As a retired judge of the provincial court, I read with interest the Aug. 3 Times Colonist editorial on the topic of the high cost of justice in Canada, something that flows from our archaic system of preliminary inquiries, followed by trials.

As a retired judge of the provincial court, I read with interest the Aug. 3 Times Colonist editorial on the topic of the high cost of justice in Canada, something that flows from our archaic system of preliminary inquiries, followed by trials.

Not only is this system expensive, it results in an intolerable delay in the administration of justice and sometimes to an injustice, whether by acquittal or conviction.

When our prosecutors and magistrates were mostly without legal education, such a system made sense and they had limited sentencing jurisdiction.

In serious cases that warranted a severe penalty beyond the jurisdiction of the magistrates, upon conviction or plea, magistrates decided, after hearing the evidence, whether the prosecution had a sufficient case to warrant a trial in the superior courts, or should be discharged.

However, they did not render a verdict of “guilty” or “not guilty,” nor did they mete out punishment. That was the prerogative of the superior courts.
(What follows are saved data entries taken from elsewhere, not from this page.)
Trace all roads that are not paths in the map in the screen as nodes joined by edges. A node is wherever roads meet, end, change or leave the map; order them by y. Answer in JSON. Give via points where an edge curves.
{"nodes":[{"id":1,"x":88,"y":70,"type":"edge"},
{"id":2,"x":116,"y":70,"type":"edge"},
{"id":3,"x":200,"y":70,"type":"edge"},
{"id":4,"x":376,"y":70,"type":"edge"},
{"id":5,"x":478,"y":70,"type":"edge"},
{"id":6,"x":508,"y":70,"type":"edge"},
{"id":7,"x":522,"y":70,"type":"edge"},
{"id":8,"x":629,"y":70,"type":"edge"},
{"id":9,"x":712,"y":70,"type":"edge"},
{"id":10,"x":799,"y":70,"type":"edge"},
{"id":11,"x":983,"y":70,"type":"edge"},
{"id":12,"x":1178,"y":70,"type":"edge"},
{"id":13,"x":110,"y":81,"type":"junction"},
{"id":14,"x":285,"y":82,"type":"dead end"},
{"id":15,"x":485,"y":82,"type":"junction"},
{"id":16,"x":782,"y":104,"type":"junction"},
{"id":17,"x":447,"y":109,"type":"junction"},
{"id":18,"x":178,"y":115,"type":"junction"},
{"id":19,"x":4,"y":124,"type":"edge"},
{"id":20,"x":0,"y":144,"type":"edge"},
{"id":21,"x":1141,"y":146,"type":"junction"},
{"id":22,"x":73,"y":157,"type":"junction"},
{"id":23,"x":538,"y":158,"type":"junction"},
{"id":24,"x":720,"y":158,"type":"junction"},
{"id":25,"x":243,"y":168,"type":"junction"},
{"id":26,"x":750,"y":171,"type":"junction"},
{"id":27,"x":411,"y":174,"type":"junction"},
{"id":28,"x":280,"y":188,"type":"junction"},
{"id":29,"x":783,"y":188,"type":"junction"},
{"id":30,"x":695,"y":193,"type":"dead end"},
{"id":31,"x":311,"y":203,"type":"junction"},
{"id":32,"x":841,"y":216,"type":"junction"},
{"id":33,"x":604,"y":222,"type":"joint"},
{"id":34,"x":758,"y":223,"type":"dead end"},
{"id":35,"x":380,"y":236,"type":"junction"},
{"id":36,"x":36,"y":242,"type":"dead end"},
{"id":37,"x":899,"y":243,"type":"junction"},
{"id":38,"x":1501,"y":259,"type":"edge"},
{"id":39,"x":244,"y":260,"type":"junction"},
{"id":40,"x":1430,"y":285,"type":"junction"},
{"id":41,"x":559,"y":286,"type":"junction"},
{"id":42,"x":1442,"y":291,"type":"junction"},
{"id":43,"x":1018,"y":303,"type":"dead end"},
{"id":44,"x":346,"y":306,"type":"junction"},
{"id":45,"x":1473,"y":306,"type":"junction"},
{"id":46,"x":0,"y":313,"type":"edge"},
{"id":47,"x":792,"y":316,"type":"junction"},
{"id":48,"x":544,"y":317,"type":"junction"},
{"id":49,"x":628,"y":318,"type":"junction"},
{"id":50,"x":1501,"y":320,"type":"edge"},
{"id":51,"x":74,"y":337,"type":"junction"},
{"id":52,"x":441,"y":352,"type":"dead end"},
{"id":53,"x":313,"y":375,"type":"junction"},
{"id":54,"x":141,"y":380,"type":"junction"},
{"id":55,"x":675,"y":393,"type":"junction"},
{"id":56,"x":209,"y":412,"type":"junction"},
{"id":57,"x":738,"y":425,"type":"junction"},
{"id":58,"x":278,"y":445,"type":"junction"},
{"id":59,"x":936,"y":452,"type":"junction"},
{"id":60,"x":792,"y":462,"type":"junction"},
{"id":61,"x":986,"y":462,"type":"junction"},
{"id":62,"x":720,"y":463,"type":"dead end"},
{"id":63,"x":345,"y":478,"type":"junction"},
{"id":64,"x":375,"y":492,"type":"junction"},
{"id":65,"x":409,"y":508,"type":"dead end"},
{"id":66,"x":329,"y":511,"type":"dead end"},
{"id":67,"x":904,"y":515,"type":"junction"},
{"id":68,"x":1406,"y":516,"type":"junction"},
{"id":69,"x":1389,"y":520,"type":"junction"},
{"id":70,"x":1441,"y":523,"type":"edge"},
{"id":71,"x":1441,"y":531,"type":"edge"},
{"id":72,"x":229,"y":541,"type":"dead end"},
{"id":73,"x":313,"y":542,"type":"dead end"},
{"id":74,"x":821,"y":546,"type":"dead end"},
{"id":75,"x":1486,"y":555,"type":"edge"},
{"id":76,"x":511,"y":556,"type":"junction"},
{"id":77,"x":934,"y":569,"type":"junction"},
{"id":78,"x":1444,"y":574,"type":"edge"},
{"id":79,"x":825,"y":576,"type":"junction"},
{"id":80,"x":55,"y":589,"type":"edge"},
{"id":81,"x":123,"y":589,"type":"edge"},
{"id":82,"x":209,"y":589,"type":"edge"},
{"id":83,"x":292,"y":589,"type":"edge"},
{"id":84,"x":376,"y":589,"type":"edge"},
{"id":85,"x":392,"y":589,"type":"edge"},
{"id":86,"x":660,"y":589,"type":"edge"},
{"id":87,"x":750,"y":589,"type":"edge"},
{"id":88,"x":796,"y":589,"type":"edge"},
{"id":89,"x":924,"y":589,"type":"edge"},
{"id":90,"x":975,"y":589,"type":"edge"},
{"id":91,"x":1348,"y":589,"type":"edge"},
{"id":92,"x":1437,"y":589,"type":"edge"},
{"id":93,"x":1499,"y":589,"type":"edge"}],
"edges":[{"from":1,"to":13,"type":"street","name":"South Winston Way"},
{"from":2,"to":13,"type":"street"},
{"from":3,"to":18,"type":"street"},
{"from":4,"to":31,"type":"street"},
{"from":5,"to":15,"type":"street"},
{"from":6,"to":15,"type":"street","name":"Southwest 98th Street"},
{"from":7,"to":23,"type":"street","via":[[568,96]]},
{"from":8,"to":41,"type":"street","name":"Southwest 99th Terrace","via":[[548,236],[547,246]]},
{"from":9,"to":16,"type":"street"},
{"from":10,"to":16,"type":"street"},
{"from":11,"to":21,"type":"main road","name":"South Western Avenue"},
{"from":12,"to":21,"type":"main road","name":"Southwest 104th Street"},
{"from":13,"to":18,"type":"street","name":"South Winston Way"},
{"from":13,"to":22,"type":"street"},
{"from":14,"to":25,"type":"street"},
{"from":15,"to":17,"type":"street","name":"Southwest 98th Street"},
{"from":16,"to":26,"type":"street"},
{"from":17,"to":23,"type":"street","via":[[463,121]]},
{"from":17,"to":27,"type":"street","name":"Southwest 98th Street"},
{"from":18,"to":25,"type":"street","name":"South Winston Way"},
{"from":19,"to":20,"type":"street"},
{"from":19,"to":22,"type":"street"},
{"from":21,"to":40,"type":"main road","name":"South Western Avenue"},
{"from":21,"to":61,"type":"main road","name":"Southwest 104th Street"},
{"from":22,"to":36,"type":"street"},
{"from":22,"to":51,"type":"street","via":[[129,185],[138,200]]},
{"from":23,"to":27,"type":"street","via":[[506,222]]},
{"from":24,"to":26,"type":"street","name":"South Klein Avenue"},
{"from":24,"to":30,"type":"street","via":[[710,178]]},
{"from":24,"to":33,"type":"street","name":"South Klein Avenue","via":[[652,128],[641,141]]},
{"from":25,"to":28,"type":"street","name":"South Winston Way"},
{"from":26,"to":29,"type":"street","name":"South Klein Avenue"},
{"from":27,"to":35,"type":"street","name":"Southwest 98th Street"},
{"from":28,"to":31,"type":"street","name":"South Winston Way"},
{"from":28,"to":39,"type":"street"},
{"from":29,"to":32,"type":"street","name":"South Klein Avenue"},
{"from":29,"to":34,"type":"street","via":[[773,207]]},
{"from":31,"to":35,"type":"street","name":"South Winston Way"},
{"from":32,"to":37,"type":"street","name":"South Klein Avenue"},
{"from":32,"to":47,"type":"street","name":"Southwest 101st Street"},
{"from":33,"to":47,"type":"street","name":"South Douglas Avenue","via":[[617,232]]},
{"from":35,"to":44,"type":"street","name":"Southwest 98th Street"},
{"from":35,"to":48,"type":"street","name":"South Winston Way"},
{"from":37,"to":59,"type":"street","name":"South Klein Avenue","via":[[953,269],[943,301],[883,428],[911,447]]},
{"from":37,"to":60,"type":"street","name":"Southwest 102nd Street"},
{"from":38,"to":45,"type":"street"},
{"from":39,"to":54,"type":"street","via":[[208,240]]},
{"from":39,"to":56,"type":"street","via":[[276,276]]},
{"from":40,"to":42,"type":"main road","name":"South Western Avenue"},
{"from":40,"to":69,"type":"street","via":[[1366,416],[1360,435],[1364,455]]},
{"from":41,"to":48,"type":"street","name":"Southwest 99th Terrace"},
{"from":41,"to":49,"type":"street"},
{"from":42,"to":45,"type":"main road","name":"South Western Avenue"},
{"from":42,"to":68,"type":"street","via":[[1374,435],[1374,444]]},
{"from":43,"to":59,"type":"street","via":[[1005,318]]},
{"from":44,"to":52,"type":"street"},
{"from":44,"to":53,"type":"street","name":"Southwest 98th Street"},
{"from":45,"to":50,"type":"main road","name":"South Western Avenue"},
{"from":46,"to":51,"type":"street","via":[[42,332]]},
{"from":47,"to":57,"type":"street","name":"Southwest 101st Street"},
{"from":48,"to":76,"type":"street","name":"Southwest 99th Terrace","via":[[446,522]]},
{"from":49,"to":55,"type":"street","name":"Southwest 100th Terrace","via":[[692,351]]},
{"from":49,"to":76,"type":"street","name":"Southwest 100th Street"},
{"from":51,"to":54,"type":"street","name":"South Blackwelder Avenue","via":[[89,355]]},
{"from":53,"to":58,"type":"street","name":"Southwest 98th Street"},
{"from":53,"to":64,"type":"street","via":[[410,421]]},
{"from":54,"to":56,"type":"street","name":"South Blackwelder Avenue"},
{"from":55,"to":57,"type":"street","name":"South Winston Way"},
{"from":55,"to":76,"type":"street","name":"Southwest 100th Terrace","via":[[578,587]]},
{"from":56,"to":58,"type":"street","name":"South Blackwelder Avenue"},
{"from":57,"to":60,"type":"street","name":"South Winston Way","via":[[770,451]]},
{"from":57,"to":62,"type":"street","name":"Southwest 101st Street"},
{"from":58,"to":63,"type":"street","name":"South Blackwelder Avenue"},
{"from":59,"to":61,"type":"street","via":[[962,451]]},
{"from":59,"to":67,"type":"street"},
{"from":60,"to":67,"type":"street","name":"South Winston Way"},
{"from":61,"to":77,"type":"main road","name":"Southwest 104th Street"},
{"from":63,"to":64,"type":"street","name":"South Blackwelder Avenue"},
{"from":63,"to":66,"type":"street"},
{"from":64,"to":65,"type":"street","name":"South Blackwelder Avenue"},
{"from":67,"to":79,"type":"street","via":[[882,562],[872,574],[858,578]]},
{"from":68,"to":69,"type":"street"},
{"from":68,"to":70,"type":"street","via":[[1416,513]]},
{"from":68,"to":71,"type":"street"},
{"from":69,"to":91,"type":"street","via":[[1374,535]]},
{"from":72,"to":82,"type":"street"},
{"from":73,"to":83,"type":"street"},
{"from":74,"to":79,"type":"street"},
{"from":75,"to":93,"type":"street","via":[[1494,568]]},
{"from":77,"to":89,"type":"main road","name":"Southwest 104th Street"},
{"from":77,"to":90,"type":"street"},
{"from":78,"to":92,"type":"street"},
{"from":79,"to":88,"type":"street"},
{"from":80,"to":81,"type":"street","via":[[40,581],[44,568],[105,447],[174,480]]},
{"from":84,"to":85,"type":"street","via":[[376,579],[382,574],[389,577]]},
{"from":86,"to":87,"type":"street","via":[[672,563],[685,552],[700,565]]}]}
It is still, in essence, the purpose of such an inquiry. It means that the accused and all the witnesses have to attend court twice, if the provincial court judge decides that there is sufficient evidence to warrant a trial. The trial usually takes place some months after the committal for trial by the provincial court judge.

During the interval, both the accused and the witnesses have to face the anxiety of waiting for the trial.

At the trial, they have to give all the same evidence again, although the accused may testify or call witnesses to testify to contradict the prosecution witnesses.

Nowadays, both the prosecutors and the provincial court judges have the same legal education as superior court justices.

There is no logical reason why all trials cannot take place in the provincial courts, with, perhaps, the exception of jury trials, but I respectfully am of the opinion that the jury system no longer serves any useful purpose, either.

Instead, where perhaps the charge against the accused is so serious that it requires the input of more than the provincial court judge, consideration might be given to the introduction of a system of “judge and assessors,” modelled on the South African system.

There, the jury system has been abolished. In serious cases, such as the current Oscar Pistorius murder trial, the trial is presided over by a superior court justice, assisted by two assessors. One is, I believe, a retired magistrate and the other a practising member of the bar, selected by the judge. Majority verdicts are permissible.

We can introduce the same system in our provincial courts. I recently wrote to Peter MacKay, the federal minister of justice, and urged him to propose legislation abolishing preliminary inquiries, and to provide that the prosecutor should, at the outset, decide whether to bring a case for trial or sentencing in the superior court.

Otherwise, the case should be disposed of, whether by sentencing following a guilty plea, or by trial, whatever the proposed sentence.

Where the accused elects to be sentenced or tried in the provincial court, I suggested that the latter should have jurisdiction upon a guilty plea or conviction to impose whatever penalty is fit, without any restrictions.

MacKay sent me a polite but evasive reply, pointing out that 97 per cent of all criminal cases are concluded in the provincial court. If 97 per cent, why not 100 per cent?

Jakob de Villiers is a retired B.C. provincial court judge.